On 12 July 1790, the French National Assembly passed the Civil Constitution of the Clergy which placed the Catholic Church in France under the authority of the French government.
The National Assembly, dominated by representatives who had been deeply inspired by the Enlightenment’s anti-Catholic views. Since France was struggling with a deep debt, they believed the best way both to weaken the power of the Catholic Church as well as to help solve the problem of the French debt was to restrict the power of the French Catholic church both politically and economically.
Therefore the Civil Constitution nationalized all Church property, bishops and priests were no longer appointed but instead were to be elected [moreover the electors did not have to be Catholic], no longer would the Pope have any voice in the election and appointment of bishops in France and all clergy were to sign an oath of loyalty to the Civil Constitution and the French Government.

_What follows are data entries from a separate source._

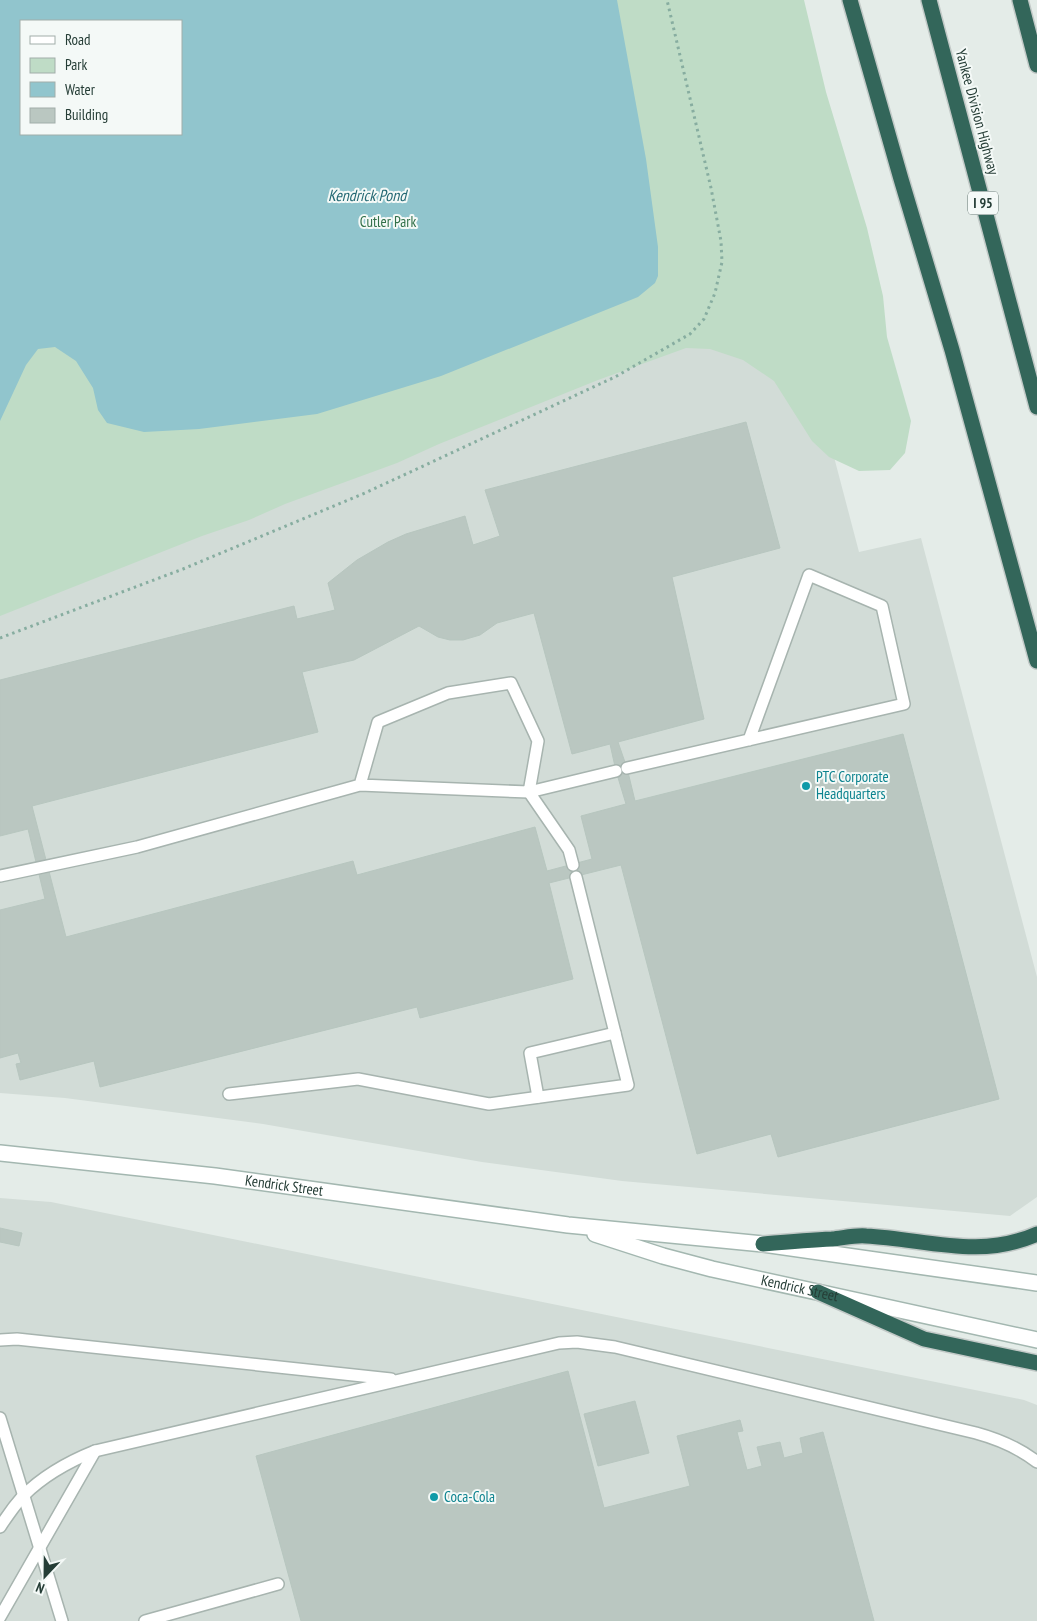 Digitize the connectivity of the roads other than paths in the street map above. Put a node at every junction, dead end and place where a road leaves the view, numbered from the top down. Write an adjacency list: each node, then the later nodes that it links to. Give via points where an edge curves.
1 (850, 0): 6 (highway, via 952,350)
2 (929, 0): 5 (highway, Yankee Division Highway / I 95)
3 (1020, 0): 4 (highway)
4 (1037, 65)
5 (1037, 407)
6 (1037, 661)
7 (748, 740): 7 (lane, via 809,575 882,606 904,704); 9 (lane)
8 (360, 785): 9 (lane); 9 (lane, via 378,722 448,693 511,683 538,741); 11 (lane, via 137,847)
9 (529, 792): 10 (lane, via 569,850)
10 (573, 865)
11 (0, 876)
12 (576, 877): 13 (lane)
13 (615, 1032): 15 (lane, via 530,1053); 15 (lane, via 628,1085)
14 (229, 1094): 15 (lane, via 358,1078 489,1104)
15 (538, 1097)
16 (0, 1153): 17 (main road, Kendrick Street, via 215,1176)
17 (568, 1225): 19 (main road, Kendrick Street); 21 (main road, Kendrick Street, via 663,1256)
18 (1037, 1234): 19 (highway, via 1014,1242 975,1247 865,1236)
19 (763, 1244): 20 (main road, Kendrick Street)
20 (1037, 1283)
21 (818, 1292): 23 (main road, Kendrick Street); 24 (highway, via 924,1339)
22 (0, 1340): 25 (lane)
23 (1037, 1340)
24 (1037, 1363)
25 (400, 1380): 27 (lane); 28 (lane, via 542,1346 596,1344 976,1433 1026,1453)
26 (0, 1418): 29 (lane)
27 (95, 1451): 29 (lane, via 59,1469); 31 (lane)
28 (1037, 1462)
29 (24, 1496): 30 (lane); 31 (lane)
30 (0, 1527)
31 (40, 1548): 33 (lane); 34 (lane)
32 (278, 1584): 35 (lane)
33 (0, 1617)
34 (62, 1621)
35 (145, 1621)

Needless to say, Pope Pius VI vehemently opposed the Civil Constitution and warned the clergy that anyone who swore an oath to it would be excommunicated. The vast majority of bishops of France refused to agree to the Civil Constitution but the majority of priests did accept it. Thus a schism was created in the French Church between the those who swore the oath to the Civil Constitution and those who refused to do so. This schism would not be resolved until 1801 when Pius VII and Napoleon I agreed to a new relationship between the French Government and the Papacy.